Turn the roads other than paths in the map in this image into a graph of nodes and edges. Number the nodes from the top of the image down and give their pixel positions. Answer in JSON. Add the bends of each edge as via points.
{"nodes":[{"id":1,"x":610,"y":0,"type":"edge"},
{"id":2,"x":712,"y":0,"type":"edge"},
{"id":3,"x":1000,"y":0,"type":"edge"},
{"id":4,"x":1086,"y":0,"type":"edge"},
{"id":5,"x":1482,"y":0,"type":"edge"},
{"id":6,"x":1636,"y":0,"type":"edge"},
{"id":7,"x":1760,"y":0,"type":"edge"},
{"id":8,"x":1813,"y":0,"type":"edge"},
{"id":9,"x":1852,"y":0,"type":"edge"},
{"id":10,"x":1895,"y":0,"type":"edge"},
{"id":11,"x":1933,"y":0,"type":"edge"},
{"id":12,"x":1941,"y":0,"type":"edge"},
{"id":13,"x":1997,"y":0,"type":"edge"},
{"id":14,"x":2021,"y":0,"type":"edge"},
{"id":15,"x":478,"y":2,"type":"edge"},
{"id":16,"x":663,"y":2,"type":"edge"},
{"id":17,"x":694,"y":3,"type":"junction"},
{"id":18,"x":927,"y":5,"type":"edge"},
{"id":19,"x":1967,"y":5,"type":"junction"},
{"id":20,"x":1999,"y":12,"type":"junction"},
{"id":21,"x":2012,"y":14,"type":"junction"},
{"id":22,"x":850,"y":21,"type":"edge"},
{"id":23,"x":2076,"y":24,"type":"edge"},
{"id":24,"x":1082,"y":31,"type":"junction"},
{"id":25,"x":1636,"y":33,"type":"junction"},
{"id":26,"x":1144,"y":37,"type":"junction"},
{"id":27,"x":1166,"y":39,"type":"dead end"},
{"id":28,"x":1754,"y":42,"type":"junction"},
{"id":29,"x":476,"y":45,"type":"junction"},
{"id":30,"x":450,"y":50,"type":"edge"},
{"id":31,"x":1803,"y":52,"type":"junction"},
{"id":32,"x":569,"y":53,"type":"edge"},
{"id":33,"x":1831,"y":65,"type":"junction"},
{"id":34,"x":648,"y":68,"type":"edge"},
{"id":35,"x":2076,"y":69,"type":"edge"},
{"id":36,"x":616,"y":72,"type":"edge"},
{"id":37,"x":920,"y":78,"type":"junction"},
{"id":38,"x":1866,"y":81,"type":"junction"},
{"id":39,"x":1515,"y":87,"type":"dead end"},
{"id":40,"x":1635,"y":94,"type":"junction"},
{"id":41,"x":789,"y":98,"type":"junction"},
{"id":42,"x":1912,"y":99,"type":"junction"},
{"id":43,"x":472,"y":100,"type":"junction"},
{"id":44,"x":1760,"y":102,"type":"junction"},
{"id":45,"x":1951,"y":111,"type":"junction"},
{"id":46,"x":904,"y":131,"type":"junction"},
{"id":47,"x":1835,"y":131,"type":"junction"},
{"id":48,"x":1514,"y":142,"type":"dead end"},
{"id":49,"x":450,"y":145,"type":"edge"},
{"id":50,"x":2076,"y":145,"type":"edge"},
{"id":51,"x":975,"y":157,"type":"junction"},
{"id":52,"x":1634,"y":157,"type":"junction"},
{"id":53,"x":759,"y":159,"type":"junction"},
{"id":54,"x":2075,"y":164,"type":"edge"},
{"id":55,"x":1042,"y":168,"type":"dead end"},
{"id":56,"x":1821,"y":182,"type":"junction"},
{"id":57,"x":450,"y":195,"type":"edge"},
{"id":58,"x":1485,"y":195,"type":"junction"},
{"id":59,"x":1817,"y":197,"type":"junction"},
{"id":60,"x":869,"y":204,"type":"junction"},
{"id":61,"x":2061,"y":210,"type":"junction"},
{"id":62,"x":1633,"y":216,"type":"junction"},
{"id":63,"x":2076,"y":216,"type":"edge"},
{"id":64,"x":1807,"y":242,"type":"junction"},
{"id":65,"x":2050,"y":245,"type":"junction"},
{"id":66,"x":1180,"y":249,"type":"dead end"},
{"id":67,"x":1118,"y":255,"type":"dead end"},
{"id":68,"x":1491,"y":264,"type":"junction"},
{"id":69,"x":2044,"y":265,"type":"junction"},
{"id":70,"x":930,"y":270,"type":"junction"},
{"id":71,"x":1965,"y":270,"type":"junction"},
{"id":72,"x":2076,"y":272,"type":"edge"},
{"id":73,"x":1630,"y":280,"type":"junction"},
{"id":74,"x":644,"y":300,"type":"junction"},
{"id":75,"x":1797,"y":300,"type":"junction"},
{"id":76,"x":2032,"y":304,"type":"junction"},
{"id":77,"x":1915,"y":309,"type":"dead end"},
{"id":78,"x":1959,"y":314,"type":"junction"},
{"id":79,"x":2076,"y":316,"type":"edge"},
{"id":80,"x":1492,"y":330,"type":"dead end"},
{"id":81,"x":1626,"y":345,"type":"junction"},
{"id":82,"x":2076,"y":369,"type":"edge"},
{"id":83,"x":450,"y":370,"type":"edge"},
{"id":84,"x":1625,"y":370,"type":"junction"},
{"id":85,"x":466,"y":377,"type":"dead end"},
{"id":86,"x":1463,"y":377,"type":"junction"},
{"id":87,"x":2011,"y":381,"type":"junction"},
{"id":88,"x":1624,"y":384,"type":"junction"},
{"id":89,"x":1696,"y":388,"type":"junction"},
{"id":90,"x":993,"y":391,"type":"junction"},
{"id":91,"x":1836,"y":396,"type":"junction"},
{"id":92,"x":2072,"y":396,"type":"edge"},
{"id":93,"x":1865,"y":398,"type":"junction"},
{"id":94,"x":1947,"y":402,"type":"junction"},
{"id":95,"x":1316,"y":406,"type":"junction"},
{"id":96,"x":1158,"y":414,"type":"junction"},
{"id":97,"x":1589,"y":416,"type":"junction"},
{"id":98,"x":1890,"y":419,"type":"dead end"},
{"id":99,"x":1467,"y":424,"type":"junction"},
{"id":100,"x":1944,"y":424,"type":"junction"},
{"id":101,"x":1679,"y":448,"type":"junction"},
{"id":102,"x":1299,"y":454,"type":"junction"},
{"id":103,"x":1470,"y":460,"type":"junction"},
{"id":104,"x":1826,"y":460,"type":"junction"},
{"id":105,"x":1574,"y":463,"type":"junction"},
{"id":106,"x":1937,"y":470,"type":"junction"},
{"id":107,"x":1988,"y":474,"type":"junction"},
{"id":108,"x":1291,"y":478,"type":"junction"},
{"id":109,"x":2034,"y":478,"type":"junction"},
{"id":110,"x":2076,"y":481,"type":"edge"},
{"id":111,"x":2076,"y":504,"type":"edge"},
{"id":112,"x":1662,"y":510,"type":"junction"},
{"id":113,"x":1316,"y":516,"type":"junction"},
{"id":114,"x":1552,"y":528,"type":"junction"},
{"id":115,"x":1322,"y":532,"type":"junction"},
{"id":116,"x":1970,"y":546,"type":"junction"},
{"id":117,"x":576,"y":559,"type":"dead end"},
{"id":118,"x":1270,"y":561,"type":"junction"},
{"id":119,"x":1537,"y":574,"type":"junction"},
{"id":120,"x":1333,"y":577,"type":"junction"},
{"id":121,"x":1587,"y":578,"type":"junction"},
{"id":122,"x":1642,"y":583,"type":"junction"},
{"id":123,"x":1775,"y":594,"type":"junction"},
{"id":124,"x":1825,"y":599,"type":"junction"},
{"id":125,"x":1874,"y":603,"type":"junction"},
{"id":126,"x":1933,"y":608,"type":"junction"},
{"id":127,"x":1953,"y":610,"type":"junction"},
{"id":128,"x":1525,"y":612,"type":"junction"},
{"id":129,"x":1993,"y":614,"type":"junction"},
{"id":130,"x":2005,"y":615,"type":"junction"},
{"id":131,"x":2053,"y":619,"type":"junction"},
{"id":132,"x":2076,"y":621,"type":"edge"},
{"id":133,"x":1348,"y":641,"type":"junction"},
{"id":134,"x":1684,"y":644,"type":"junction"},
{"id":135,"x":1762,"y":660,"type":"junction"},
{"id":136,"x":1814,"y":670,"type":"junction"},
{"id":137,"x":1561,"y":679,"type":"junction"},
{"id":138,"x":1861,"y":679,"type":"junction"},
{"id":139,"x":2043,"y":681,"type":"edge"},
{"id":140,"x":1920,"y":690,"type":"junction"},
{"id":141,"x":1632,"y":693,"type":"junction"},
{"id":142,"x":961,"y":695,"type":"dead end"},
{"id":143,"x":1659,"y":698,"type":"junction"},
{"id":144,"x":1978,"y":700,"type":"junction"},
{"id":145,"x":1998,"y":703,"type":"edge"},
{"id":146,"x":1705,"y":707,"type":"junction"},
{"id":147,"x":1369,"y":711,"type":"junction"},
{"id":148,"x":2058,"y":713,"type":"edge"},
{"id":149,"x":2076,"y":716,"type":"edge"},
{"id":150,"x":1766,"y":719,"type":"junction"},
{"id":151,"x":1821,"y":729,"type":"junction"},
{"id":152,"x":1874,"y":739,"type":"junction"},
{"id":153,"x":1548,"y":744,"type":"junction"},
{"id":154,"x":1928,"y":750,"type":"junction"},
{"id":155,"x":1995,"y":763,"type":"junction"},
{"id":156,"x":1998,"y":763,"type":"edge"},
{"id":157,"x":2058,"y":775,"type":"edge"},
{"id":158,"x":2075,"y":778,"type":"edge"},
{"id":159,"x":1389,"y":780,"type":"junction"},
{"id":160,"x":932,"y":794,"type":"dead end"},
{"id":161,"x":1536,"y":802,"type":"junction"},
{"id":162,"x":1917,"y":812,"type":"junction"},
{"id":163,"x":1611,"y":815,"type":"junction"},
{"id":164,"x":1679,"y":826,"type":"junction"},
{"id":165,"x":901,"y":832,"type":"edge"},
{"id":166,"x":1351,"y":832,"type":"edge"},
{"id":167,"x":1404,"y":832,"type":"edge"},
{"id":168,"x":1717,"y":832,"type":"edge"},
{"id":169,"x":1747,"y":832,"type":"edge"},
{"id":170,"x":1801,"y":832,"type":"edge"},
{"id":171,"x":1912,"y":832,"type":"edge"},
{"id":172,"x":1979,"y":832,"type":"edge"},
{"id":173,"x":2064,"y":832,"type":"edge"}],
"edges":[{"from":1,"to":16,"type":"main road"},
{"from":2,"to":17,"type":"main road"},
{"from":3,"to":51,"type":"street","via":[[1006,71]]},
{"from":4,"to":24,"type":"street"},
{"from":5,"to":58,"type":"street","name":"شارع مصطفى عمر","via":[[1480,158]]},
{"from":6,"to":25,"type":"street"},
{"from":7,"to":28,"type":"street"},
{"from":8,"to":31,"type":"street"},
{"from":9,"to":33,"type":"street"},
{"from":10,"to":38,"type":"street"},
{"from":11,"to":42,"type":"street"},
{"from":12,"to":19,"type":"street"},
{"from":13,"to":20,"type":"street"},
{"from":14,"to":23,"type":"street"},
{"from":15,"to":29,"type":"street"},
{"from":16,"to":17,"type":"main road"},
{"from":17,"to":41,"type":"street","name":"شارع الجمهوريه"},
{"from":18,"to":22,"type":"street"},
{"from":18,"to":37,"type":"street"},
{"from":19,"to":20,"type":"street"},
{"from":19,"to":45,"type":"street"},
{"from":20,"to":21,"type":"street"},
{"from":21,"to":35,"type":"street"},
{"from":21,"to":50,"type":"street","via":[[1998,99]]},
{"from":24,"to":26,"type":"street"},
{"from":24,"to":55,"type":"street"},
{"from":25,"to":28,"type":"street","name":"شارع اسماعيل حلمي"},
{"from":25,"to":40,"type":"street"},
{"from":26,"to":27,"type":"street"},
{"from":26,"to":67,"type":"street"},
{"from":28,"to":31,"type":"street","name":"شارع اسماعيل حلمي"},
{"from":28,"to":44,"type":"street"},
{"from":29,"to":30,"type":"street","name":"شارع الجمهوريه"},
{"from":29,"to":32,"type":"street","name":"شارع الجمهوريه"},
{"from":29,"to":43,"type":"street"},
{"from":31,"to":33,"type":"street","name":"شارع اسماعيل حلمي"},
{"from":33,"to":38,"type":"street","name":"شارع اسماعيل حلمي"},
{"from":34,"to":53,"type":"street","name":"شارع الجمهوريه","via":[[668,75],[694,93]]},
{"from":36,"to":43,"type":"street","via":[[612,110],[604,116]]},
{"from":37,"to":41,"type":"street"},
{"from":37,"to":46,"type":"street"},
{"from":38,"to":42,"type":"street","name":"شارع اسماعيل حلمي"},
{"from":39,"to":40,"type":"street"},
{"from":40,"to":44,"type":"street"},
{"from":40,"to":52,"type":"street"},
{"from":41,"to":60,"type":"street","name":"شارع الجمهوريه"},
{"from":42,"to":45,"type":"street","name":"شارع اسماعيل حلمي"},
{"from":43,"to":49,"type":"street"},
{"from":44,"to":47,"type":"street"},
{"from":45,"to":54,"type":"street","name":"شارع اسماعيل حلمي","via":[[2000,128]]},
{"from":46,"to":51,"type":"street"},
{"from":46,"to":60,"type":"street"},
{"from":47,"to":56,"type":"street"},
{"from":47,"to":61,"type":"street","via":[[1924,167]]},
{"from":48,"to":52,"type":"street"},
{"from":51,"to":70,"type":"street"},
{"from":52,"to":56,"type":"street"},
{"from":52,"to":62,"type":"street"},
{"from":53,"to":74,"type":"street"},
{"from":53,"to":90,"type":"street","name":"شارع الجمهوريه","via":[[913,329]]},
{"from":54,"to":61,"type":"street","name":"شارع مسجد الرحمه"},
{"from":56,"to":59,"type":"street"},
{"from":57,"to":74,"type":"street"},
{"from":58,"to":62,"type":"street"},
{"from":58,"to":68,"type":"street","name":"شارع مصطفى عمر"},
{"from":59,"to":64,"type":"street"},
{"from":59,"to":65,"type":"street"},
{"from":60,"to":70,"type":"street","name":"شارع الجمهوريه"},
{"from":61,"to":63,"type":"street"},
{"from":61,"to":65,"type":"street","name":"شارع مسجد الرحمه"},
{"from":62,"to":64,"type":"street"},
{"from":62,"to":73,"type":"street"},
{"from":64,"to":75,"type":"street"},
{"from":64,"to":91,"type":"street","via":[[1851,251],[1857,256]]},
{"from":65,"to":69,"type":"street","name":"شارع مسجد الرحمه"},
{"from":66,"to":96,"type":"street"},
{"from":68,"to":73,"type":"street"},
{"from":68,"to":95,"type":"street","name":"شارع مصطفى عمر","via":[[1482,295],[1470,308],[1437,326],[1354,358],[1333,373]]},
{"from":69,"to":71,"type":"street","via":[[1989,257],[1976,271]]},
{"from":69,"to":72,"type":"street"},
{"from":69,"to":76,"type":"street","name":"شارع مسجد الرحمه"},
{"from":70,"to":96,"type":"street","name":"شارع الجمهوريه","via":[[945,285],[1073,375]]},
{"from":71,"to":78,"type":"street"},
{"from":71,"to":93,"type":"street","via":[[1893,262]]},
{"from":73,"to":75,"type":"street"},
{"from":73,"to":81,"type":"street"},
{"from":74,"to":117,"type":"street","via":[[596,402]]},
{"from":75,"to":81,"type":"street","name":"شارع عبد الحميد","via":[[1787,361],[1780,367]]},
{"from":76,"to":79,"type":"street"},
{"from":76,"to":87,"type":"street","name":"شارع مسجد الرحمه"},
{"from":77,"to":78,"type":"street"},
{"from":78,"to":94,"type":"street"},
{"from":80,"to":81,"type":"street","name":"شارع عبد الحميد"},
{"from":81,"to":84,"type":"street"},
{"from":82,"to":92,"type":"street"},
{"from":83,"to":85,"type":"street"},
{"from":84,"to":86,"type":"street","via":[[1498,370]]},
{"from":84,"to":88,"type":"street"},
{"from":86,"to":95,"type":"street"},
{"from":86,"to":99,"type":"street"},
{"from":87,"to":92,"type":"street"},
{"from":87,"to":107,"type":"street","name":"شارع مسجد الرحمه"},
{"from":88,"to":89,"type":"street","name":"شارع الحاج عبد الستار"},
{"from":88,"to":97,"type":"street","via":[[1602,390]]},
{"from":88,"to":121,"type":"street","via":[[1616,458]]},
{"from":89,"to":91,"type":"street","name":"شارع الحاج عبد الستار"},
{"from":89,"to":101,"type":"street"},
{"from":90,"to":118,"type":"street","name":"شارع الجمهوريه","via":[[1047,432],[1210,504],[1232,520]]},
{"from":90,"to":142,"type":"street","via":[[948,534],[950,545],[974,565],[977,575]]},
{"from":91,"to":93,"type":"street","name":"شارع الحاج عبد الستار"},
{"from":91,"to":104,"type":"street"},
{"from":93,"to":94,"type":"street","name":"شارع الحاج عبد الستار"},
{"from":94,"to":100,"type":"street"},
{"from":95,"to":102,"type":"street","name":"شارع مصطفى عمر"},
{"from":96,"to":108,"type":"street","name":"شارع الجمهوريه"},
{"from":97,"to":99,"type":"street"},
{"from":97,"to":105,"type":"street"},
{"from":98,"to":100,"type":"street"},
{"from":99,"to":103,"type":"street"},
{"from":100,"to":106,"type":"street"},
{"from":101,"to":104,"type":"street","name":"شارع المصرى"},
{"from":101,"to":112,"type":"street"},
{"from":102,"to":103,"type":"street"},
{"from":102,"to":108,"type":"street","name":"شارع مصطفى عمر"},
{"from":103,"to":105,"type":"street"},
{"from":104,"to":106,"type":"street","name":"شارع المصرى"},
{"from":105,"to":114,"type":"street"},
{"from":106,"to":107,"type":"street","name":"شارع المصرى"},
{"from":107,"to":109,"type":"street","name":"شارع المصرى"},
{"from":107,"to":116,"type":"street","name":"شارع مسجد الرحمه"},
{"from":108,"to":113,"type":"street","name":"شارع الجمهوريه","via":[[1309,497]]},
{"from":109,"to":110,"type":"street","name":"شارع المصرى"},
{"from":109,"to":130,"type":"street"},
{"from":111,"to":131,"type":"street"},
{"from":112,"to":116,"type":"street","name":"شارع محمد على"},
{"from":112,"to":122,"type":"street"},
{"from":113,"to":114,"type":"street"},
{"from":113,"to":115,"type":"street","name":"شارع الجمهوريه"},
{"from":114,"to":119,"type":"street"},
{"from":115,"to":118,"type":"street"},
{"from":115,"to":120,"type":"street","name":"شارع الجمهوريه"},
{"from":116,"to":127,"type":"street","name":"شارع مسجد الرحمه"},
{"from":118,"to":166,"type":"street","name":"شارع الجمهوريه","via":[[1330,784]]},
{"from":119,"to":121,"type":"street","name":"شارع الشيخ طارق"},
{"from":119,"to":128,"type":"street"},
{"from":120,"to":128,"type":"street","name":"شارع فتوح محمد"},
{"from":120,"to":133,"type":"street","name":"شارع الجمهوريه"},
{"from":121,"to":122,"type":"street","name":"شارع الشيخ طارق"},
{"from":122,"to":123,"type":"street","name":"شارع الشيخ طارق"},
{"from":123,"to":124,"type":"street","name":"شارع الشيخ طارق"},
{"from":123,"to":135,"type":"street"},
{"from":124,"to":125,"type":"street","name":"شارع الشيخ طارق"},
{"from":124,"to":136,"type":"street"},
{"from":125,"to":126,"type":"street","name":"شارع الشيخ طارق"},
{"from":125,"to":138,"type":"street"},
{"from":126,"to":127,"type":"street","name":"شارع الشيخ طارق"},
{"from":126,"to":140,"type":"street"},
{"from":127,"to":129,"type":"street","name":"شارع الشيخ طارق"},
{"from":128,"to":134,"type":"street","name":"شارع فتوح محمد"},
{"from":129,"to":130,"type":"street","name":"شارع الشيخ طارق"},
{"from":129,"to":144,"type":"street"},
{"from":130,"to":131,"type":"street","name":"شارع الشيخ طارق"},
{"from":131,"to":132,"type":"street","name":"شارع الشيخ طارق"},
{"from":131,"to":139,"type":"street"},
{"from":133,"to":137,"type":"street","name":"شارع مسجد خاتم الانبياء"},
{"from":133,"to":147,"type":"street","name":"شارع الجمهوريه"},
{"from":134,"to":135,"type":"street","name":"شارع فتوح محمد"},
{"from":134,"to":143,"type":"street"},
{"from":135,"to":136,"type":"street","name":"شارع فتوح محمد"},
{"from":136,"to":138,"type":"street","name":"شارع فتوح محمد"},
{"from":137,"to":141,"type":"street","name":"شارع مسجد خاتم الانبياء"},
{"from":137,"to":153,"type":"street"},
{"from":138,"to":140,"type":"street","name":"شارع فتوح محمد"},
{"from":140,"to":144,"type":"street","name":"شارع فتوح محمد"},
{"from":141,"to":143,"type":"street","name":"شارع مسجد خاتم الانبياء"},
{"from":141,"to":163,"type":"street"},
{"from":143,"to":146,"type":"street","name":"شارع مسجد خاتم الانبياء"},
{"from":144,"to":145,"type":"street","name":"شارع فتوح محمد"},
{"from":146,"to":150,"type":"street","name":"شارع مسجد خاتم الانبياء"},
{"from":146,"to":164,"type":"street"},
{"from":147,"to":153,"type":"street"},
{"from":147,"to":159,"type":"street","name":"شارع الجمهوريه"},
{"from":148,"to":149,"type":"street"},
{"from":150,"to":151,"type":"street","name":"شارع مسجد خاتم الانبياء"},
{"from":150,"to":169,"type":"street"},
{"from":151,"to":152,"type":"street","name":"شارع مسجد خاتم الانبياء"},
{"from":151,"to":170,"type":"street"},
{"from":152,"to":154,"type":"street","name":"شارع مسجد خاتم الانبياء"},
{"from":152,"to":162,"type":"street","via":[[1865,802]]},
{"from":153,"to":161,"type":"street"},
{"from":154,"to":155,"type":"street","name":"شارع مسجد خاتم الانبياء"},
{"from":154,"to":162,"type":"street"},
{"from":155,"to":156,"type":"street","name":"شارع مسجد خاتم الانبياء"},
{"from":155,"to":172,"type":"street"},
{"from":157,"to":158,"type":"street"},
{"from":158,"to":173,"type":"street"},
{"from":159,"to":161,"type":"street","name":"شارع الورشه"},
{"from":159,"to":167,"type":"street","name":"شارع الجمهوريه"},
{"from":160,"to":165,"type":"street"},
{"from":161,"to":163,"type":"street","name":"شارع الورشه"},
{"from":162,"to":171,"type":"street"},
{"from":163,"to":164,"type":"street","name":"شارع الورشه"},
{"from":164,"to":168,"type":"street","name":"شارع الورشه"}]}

EXERCISE GOAL -> Could you report how many lines of the listing above hold "main"? Only the number is needed.

RESPONSE BELOW -> 3